The input section start
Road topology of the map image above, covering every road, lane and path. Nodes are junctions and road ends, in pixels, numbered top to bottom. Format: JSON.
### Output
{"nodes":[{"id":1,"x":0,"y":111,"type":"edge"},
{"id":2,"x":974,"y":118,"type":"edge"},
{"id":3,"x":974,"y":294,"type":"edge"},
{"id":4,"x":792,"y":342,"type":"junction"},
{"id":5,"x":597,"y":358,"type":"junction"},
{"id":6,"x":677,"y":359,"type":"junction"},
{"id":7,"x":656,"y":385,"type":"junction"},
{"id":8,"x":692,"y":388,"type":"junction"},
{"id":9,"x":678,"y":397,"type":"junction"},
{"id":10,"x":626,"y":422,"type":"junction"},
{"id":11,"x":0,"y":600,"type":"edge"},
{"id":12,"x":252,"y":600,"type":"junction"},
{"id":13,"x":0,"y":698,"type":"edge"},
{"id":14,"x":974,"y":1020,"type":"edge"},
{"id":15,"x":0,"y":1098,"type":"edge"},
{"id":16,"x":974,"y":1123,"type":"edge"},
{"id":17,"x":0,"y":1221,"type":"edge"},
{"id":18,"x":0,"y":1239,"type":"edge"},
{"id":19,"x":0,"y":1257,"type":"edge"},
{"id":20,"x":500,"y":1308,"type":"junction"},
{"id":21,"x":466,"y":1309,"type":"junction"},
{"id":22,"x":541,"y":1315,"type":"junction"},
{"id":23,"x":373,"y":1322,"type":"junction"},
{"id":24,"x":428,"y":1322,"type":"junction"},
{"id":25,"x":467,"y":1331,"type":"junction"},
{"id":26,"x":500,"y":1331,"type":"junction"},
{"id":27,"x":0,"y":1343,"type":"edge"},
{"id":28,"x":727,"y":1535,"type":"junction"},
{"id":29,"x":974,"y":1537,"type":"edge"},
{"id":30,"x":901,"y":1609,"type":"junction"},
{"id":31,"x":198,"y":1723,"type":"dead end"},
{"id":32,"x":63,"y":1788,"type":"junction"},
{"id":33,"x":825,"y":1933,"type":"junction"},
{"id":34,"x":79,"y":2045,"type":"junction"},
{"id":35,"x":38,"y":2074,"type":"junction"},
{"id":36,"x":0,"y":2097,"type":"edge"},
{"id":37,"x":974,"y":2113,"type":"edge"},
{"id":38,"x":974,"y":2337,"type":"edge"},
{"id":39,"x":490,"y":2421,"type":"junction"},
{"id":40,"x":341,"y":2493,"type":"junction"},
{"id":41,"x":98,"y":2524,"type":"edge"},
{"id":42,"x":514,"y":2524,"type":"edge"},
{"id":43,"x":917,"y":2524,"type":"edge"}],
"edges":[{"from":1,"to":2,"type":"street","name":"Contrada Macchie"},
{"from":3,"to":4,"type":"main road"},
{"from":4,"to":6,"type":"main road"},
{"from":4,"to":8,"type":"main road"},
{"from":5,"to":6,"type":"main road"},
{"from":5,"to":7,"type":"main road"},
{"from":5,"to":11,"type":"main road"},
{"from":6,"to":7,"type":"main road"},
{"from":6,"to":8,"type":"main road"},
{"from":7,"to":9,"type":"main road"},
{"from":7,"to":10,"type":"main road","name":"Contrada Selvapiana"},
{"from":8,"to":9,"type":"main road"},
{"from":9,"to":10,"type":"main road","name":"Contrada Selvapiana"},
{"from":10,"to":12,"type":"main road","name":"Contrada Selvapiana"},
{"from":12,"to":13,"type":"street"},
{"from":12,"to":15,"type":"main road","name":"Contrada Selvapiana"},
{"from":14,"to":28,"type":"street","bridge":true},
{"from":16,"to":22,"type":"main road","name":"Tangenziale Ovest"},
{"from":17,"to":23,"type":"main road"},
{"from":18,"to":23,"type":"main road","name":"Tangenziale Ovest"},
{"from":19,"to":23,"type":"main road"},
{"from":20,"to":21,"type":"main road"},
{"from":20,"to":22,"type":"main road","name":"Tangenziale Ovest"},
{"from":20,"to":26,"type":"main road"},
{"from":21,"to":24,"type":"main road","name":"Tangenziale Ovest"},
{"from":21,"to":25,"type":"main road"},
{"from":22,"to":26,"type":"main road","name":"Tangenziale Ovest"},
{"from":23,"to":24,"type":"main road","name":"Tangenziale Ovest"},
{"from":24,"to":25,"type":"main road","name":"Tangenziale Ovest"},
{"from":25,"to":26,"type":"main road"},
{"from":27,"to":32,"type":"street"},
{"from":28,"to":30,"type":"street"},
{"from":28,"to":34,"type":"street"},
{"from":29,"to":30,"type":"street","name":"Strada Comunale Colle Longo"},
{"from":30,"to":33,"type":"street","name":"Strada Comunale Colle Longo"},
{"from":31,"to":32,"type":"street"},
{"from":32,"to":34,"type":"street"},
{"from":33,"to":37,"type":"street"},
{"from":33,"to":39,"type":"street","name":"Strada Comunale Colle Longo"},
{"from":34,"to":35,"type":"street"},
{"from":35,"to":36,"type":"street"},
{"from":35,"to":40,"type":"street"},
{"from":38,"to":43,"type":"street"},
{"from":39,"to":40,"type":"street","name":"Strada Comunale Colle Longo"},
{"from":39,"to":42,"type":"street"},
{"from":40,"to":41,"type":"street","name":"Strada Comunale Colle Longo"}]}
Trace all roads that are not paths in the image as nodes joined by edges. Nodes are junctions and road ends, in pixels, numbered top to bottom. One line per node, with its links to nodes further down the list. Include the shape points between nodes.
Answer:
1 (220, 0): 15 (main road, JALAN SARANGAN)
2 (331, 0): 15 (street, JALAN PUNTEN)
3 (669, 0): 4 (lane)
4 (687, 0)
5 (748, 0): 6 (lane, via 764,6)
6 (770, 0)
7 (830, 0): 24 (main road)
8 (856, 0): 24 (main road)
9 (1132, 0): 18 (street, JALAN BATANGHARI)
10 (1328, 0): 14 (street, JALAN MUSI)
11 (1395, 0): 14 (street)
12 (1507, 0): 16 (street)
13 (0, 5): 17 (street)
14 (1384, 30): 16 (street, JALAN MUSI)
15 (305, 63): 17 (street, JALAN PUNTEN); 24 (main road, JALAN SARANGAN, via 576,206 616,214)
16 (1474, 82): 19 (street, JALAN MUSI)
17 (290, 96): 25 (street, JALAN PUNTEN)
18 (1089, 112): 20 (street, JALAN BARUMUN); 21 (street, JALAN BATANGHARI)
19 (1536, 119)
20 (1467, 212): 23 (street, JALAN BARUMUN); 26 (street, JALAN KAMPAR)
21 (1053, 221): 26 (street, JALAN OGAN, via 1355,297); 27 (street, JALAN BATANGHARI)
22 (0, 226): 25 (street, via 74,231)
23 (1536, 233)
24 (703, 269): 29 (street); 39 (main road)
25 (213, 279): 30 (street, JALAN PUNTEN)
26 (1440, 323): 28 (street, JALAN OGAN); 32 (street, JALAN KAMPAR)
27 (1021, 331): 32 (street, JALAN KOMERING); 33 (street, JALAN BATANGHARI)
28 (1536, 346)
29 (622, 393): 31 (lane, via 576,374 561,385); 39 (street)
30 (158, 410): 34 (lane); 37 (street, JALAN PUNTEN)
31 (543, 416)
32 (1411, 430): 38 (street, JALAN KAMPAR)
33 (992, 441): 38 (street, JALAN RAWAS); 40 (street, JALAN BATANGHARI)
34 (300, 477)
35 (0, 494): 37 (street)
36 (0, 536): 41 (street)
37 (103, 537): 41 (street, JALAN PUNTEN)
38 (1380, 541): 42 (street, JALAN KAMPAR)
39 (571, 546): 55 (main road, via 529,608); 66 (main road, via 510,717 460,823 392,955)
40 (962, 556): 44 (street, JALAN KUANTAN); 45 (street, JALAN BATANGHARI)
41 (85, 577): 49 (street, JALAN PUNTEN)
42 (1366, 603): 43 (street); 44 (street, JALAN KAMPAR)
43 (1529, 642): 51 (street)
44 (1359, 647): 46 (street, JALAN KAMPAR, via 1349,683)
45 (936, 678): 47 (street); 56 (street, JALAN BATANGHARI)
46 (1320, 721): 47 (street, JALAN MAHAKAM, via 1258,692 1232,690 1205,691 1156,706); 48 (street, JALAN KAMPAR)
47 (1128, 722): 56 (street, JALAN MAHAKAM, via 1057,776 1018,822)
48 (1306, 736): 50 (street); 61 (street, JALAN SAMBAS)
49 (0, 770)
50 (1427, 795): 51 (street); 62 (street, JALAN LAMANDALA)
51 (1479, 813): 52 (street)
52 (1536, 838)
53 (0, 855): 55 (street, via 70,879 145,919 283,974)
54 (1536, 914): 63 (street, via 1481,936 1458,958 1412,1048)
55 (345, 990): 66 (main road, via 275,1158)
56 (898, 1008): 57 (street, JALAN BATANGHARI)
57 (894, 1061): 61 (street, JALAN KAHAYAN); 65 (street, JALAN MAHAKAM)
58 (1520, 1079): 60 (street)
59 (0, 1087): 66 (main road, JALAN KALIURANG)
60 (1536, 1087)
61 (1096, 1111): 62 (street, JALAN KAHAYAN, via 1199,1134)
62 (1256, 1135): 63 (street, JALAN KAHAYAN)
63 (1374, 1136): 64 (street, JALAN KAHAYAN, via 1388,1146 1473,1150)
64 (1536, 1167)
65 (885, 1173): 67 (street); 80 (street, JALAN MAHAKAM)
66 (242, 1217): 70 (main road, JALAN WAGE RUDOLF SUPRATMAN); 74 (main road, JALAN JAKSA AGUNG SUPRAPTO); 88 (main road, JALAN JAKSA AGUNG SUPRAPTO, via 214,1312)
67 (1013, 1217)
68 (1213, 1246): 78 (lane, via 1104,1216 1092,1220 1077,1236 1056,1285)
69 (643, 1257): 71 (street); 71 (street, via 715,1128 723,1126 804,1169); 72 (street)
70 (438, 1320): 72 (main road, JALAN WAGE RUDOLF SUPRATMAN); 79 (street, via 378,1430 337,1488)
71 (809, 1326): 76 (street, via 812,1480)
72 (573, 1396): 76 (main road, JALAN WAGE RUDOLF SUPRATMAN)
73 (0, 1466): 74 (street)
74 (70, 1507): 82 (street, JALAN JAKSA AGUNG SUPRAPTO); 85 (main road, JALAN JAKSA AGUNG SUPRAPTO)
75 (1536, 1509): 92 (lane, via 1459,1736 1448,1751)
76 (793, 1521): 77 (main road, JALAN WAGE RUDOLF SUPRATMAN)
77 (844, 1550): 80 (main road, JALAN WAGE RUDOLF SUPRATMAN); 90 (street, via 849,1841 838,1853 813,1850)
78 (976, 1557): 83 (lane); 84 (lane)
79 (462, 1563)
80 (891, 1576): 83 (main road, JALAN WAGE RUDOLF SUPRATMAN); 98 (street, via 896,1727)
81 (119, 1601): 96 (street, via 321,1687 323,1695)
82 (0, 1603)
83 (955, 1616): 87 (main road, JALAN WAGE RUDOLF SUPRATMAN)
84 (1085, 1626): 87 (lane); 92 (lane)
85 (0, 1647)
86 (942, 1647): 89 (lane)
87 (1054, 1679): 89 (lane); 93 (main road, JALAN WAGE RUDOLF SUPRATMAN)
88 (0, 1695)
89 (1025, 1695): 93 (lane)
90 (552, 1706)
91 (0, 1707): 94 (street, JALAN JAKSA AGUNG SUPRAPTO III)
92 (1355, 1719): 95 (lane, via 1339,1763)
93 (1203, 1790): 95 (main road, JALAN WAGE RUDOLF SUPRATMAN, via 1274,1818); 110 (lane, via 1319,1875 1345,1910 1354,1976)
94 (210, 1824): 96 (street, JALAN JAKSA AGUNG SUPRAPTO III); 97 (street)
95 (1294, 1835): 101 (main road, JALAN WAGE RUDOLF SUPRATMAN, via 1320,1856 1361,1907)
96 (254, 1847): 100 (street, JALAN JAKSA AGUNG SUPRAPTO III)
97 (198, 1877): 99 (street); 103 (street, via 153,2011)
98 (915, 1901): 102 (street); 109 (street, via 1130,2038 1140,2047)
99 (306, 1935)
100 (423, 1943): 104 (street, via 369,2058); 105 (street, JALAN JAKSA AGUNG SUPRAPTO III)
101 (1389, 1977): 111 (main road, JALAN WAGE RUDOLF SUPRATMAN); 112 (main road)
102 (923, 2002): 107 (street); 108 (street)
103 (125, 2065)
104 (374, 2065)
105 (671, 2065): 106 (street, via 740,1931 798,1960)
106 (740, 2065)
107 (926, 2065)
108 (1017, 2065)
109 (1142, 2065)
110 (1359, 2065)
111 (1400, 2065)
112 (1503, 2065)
The input section end
Prompt
Filter the material for the word "SUPRATMAN" and copy each matching line.

Expected output
66 (242, 1217): 70 (main road, JALAN WAGE RUDOLF SUPRATMAN); 74 (main road, JALAN JAKSA AGUNG SUPRAPTO); 88 (main road, JALAN JAKSA AGUNG SUPRAPTO, via 214,1312)
70 (438, 1320): 72 (main road, JALAN WAGE RUDOLF SUPRATMAN); 79 (street, via 378,1430 337,1488)
72 (573, 1396): 76 (main road, JALAN WAGE RUDOLF SUPRATMAN)
76 (793, 1521): 77 (main road, JALAN WAGE RUDOLF SUPRATMAN)
77 (844, 1550): 80 (main road, JALAN WAGE RUDOLF SUPRATMAN); 90 (street, via 849,1841 838,1853 813,1850)
80 (891, 1576): 83 (main road, JALAN WAGE RUDOLF SUPRATMAN); 98 (street, via 896,1727)
83 (955, 1616): 87 (main road, JALAN WAGE RUDOLF SUPRATMAN)
87 (1054, 1679): 89 (lane); 93 (main road, JALAN WAGE RUDOLF SUPRATMAN)
93 (1203, 1790): 95 (main road, JALAN WAGE RUDOLF SUPRATMAN, via 1274,1818); 110 (lane, via 1319,1875 1345,1910 1354,1976)
95 (1294, 1835): 101 (main road, JALAN WAGE RUDOLF SUPRATMAN, via 1320,1856 1361,1907)
101 (1389, 1977): 111 (main road, JALAN WAGE RUDOLF SUPRATMAN); 112 (main road)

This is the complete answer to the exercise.